Lord Forestfield's jaw fell and his face became deadly pale. 'This is a devilish deep conspiracy you have been hatching for my ruin, Sir Nugent Uffington,' he said; 'a nice gentlemanly scheme to bring me on my knees for some purpose of your own. What is it all about? What do you want?'

'What I intend to have,' said Uffington; 'your money, or the equivalent. You owe me 10,000l., and if you don't pay it I will post you in every club in London. I hold the mortgage on the Woodburn estate, and can at any moment telegraph to my lawyers to foreclose, and thus deprive you of your patrimony.
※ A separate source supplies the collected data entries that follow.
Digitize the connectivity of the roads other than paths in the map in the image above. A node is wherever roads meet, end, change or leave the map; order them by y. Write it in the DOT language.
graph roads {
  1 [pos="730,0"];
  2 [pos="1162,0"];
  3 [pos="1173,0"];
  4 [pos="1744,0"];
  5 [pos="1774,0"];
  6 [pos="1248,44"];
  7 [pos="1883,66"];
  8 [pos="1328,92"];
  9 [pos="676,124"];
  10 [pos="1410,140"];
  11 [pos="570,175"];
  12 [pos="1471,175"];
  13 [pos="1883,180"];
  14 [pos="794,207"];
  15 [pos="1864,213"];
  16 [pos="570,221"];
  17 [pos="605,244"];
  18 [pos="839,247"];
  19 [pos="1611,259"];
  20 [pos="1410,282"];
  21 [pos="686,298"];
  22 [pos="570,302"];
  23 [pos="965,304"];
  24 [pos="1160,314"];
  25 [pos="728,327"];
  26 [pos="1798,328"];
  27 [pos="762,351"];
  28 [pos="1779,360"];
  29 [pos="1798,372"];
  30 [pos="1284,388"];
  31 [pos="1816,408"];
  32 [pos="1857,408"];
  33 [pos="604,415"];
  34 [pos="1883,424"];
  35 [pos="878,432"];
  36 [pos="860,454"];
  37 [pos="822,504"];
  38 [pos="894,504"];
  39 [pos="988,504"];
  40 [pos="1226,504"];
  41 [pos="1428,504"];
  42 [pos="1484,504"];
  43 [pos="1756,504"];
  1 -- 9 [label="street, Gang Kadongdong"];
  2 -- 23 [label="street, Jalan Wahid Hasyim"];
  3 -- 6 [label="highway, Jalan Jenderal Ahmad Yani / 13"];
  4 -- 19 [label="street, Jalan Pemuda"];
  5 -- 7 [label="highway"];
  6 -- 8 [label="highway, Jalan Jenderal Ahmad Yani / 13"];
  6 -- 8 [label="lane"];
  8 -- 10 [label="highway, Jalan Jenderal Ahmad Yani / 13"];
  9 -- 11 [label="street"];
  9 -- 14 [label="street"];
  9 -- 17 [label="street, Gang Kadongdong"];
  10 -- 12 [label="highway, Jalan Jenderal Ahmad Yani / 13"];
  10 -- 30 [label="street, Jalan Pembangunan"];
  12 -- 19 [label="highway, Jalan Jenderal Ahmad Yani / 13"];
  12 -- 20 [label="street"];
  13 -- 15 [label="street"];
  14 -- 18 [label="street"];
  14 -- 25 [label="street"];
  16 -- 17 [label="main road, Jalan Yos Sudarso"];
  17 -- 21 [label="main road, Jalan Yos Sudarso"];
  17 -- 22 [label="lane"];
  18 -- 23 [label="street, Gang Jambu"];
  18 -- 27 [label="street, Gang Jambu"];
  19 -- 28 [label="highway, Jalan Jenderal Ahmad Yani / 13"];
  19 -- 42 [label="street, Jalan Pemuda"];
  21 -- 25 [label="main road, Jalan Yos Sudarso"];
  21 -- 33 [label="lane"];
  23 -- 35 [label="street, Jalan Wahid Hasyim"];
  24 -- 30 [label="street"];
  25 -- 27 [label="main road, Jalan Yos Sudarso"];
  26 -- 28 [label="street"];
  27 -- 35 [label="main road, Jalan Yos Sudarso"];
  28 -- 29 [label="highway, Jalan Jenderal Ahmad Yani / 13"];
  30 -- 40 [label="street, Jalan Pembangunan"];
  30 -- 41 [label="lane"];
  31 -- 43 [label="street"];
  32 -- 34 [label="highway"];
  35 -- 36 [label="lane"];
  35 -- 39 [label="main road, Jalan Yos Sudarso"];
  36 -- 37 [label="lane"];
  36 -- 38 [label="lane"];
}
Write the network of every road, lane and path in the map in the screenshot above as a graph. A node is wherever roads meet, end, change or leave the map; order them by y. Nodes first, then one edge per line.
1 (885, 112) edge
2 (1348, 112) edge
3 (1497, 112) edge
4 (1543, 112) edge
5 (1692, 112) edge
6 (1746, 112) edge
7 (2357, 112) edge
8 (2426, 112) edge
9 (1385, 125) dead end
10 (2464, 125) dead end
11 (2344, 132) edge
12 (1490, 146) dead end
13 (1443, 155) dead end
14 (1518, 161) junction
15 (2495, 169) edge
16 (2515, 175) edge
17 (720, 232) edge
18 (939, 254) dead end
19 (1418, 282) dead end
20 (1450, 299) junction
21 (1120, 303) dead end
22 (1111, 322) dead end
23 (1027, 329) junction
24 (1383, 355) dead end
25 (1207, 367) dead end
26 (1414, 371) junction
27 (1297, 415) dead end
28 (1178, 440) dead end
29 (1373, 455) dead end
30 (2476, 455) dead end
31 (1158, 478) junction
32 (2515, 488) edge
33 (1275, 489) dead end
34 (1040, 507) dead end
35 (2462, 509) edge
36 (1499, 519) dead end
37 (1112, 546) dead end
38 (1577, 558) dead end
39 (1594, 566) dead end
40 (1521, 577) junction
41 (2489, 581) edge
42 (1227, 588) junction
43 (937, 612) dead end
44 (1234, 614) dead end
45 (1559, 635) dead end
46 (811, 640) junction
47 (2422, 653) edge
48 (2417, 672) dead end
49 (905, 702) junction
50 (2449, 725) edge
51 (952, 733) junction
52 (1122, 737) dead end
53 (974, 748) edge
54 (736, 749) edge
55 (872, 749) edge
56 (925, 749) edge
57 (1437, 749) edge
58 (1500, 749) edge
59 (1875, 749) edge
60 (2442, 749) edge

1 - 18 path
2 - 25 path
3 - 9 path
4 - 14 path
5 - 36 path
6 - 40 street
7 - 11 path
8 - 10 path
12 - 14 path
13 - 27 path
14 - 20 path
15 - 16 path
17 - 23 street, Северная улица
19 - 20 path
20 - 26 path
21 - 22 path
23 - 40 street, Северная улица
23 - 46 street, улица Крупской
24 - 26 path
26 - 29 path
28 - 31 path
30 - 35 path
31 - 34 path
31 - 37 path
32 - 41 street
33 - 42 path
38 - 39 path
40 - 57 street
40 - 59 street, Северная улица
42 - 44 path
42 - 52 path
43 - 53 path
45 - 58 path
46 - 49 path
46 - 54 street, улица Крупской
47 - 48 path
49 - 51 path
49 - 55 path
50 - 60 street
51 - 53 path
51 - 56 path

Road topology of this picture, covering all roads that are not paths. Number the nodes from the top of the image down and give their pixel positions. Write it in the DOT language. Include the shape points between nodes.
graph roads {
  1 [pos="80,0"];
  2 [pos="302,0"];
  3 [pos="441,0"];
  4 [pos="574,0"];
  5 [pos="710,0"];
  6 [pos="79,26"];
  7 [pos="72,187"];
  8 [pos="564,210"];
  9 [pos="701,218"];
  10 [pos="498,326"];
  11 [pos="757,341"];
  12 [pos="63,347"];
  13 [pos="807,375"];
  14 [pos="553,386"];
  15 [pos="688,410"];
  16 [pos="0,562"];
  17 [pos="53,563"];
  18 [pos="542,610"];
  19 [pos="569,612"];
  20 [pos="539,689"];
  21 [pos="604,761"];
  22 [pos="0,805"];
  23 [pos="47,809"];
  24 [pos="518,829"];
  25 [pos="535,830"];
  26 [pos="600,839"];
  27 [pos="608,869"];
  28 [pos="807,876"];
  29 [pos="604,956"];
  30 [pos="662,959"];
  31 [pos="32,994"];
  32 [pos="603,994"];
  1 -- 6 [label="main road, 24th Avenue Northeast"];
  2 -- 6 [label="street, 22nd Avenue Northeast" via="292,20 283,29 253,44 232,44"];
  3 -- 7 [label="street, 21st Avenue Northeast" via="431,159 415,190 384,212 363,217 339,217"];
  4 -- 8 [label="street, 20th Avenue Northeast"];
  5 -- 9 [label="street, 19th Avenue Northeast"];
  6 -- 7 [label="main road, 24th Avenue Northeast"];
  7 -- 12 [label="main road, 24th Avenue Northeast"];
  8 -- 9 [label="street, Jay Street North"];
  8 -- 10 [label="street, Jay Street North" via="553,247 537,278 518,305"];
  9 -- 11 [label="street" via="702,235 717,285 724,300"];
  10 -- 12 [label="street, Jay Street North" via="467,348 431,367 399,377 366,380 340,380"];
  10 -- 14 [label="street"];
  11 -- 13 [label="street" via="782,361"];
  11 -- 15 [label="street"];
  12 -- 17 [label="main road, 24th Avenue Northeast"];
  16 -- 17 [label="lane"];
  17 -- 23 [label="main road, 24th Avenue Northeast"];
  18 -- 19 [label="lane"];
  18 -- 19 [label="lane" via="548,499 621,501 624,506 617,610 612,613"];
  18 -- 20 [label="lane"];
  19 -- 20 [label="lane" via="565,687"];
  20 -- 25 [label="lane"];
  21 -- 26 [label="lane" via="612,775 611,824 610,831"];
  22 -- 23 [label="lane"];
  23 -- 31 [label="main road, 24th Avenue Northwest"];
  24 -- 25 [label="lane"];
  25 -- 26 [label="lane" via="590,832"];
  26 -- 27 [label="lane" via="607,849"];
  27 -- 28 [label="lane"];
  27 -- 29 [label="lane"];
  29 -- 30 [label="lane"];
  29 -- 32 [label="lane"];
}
You see, there is no chance of escape, and that you are completely ruined--unless, indeed, you choose to accept the equivalent.'

'Damn the equivalent!' cried Lord Forestfield, in an access of rage. 'Why don't you tell me what it is, sir? What is the use of beating about the bush in this way?'

'It is merely this,' said Uffington. 'I will tear up your notes of hand which I hold, and will regard the debt as cancelled for ever,--further, I will give you an undertaking that no steps shall be taken in regard to the mortgage on the Woodburn property for a number of years to be agreed upon,--provided that you, take back your wife--'

'What!' cried Lord Forestfield, springing from his seat; 'take back my wife! Is that the game you have been playing for? Take back my wife after all that I have gone through; all the exposure which I have suffered! Not if I know it. You have missed your mark, Sir Nugent Uffington.'

'The exposure which you have suffered is nothing to that which you will have to undergo at my hands if you do not accept these terms,' said Uffington coldly. 'Besides, in your vehemence you interrupted me before I had sufficiently explained myself. Do not think for an instant that I am stipulating for any reconciliation between you and Lady Forestfield. However much you may wish for it at a future time--and that time will surely come--it would be difficult to induce your wife to agree to it. I do not even suggest that there should be any meeting between you, as such a proceeding were much better avoided.'

'You're uncommonly good, I am sure,' said Forestfield grimly. 'What is it, then, that you require, may I ask?'

'I require you to abandon the divorce suit which you have instituted, and to take no further steps for procuring the confirmation of the decreenisiwhich you have obtained. Further, I require that Lady Forestfield be reinstated in her proper position as mistress of your house.'

'I thought you said there was to be no reconciliation, no meeting?' cried Forestfield.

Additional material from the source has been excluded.